BTS: What other projects do you have in the works that we can look forward to?
AP: The novel that I’m most excited about now is called A Game of Christmas. Just when humanity has worked out how to stop violence against each other—including some fairly draconian laws against any depiction of using force against another human, such as most of our current movies and video games—we are attacked by aliens who have no such compunctions. That leaves our only defense in the hands of a loose coalition of underground gamers and weapon collectors. I hope to reorganize my time so that I can have it out in 2014. Goodness, how time flies!

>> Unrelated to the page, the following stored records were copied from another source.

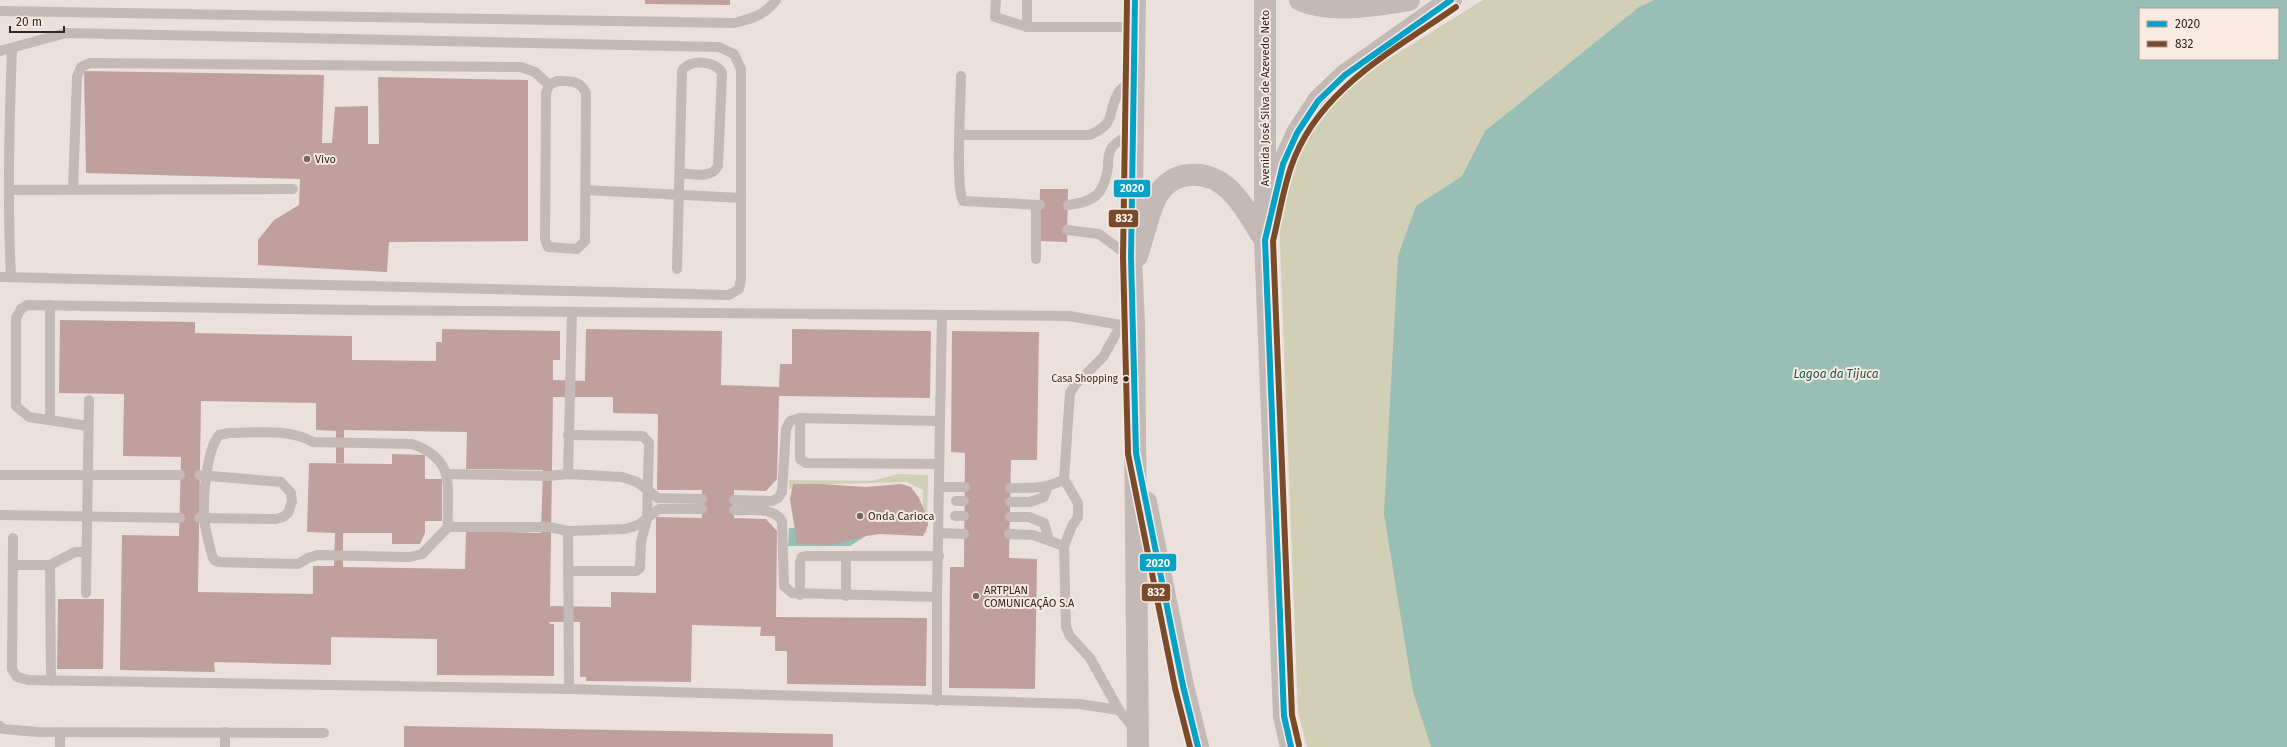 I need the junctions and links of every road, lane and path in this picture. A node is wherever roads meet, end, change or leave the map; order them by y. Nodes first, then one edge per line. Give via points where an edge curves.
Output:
1 (776, 0) edge
2 (996, 0) edge
3 (1027, 0) edge
4 (1135, 0) edge
5 (1265, 0) edge
6 (1300, 0) edge
7 (1409, 0) edge
8 (1451, 0) edge
9 (0, 11) edge
10 (1027, 27) junction
11 (1135, 27) junction
12 (12, 49) junction
13 (0, 52) edge
14 (961, 76) dead end
15 (1133, 80) junction
16 (549, 85) junction
17 (960, 135) junction
18 (1132, 136) junction
19 (679, 173) junction
20 (73, 189) junction
21 (293, 189) dead end
22 (10, 190) junction
23 (586, 190) junction
24 (678, 195) junction
25 (741, 198) junction
26 (1068, 205) dead end
27 (1067, 230) dead end
28 (1265, 240) junction
29 (1036, 260) dead end
30 (1131, 264) junction
31 (677, 269) dead end
32 (0, 277) edge
33 (12, 277) junction
34 (50, 305) junction
35 (572, 312) junction
36 (942, 316) junction
37 (1127, 324) junction
38 (89, 400) dead end
39 (800, 418) junction
40 (50, 420) junction
41 (940, 421) junction
42 (88, 426) junction
43 (568, 435) junction
44 (1136, 453) junction
45 (939, 464) junction
46 (448, 474) junction
47 (568, 474) junction
48 (180, 475) dead end
49 (203, 475) junction
50 (0, 476) edge
51 (87, 476) junction
52 (1064, 479) junction
53 (1048, 486) junction
54 (939, 487) junction
55 (965, 487) dead end
56 (1010, 488) dead end
57 (648, 491) junction
58 (1010, 502) dead end
59 (0, 515) edge
60 (86, 516) junction
61 (1010, 517) dead end
62 (180, 518) dead end
63 (201, 518) junction
64 (647, 520) junction
65 (448, 527) junction
66 (568, 531) junction
67 (939, 533) junction
68 (964, 534) dead end
69 (1010, 534) dead end
70 (13, 538) dead end
71 (1049, 540) junction
72 (1064, 546) junction
73 (86, 552) junction
74 (846, 556) junction
75 (939, 556) junction
76 (13, 565) junction
77 (50, 565) junction
78 (568, 571) junction
79 (86, 593) dead end
80 (800, 595) junction
81 (846, 596) junction
82 (937, 597) junction
83 (51, 681) junction
84 (570, 689) junction
85 (937, 701) junction
86 (1119, 710) junction
87 (0, 726) edge
88 (60, 732) junction
89 (225, 732) junction
90 (324, 733) dead end
91 (1138, 740) edge
92 (60, 747) edge
93 (225, 747) edge
94 (1198, 747) edge
95 (1291, 747) edge

1 - 9 lane via 770,8 754,18 734,23
2 - 10 lane via 996,17
3 - 10 lane
4 - 11 street
5 - 28 street, Avenida José Silva de Azevedo Neto
6 - 7 street via 1310,4 1361,8
8 - 28 street via 1345,75 1318,101 1297,133 1283,164
10 - 11 lane
11 - 15 street
12 - 13 lane
12 - 22 lane
12 - 25 lane via 66,33 718,47 734,54 741,69
14 - 17 lane
15 - 17 lane via 1117,94 1110,119 1103,129 1090,135
15 - 18 street
16 - 20 lane via 535,72 521,67 90,63 81,67 77,77
16 - 23 lane via 557,81 577,82 583,86 586,94
16 - 23 lane via 546,93 545,239 548,247 577,249 582,246 585,241
17 - 29 lane via 961,198 963,201 1038,205
18 - 26 lane via 1113,146 1108,154 1103,188 1094,198 1081,204
18 - 30 street
19 - 19 lane via 682,71 689,64 714,64 722,73 718,166 715,172 710,174
19 - 24 lane
20 - 21 lane
20 - 22 lane
22 - 33 lane
23 - 24 lane
24 - 25 lane
24 - 31 lane
25 - 33 lane via 741,279 739,289 729,295
27 - 30 lane via 1099,234
28 - 30 street via 1230,189 1208,175 1184,176 1164,186 1156,198
28 - 95 street, Avenida José Silva de Azevedo Neto via 1284,716
30 - 37 street
32 - 33 lane
34 - 35 lane
34 - 40 lane
34 - 40 lane via 27,305 16,318 16,406 29,417
35 - 36 lane
35 - 43 lane
36 - 37 lane via 1069,316
36 - 41 lane
37 - 44 street
37 - 52 lane via 1070,393
38 - 42 lane
39 - 41 lane
39 - 45 lane via 798,453 800,459 806,463
39 - 80 lane via 790,421 786,429 782,492 778,498 734,505 778,514 782,521 784,586 792,593
40 - 42 lane
41 - 45 lane
42 - 51 lane
43 - 47 lane
43 - 57 lane via 643,436 648,439
44 - 91 street
44 - 94 street via 1183,686
45 - 54 lane
46 - 47 lane
46 - 49 lane via 427,449 412,444 313,442 302,435 291,433 244,433 219,435 214,442
46 - 65 lane
47 - 57 lane via 622,477 637,482
48 - 51 lane
49 - 63 lane
49 - 63 lane via 281,482 291,493 292,502 288,513 276,520
50 - 51 lane
51 - 60 lane
52 - 53 lane
52 - 72 lane via 1078,503 1078,516
53 - 56 lane
53 - 58 lane via 1044,497 1038,500
54 - 55 lane
54 - 67 lane
57 - 64 lane
57 - 64 lane via 658,498 702,504 659,509
59 - 60 lane
60 - 62 lane
60 - 73 lane
61 - 71 lane via 1038,519 1044,523
63 - 65 lane via 214,560 219,562 298,564 318,555 409,557 422,554
64 - 66 lane via 626,529
64 - 78 lane via 641,542 640,568 636,571
65 - 66 lane via 549,527
66 - 78 lane
67 - 68 lane
67 - 75 lane
69 - 71 lane via 1033,535
70 - 76 lane
71 - 72 lane
72 - 86 lane via 1066,626 1070,636 1090,658
73 - 77 lane via 75,552
73 - 79 lane
74 - 75 lane
74 - 80 lane via 802,557
74 - 81 lane
75 - 82 lane
76 - 77 lane
76 - 83 lane via 12,669 17,677
77 - 83 lane
78 - 84 lane
80 - 81 lane
81 - 82 lane
82 - 85 lane
83 - 84 lane
84 - 85 lane
85 - 86 lane via 1080,704
86 - 91 lane
87 - 88 lane via 38,732
88 - 89 lane
88 - 92 lane
89 - 90 lane
89 - 93 lane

Here’s an excerpt from Anna’s fast paced action story “Between The Rocks” which opens the Space Battles anthology:
Between the Rocks
Anna Paradox
“I can’t wait to get home,” Xiao said, taking off his helmet.
We were all thinking it. Home was Old Lumpy, an asteroid hauled into Jupiter orbit and refining fuel for passing ships. In a decade of habitation, we’d slowly built ourselves comforts like hot showers and hydroponics parks. With our hold full of ore from another, less welcoming rock, it would be good to go wash the grit off ourselves and cook a few hot meals.
“Give me a flight check, then, and we’ll be on our way,” I said.
“Yes, Ma’am,” said Xiao with a wide grin.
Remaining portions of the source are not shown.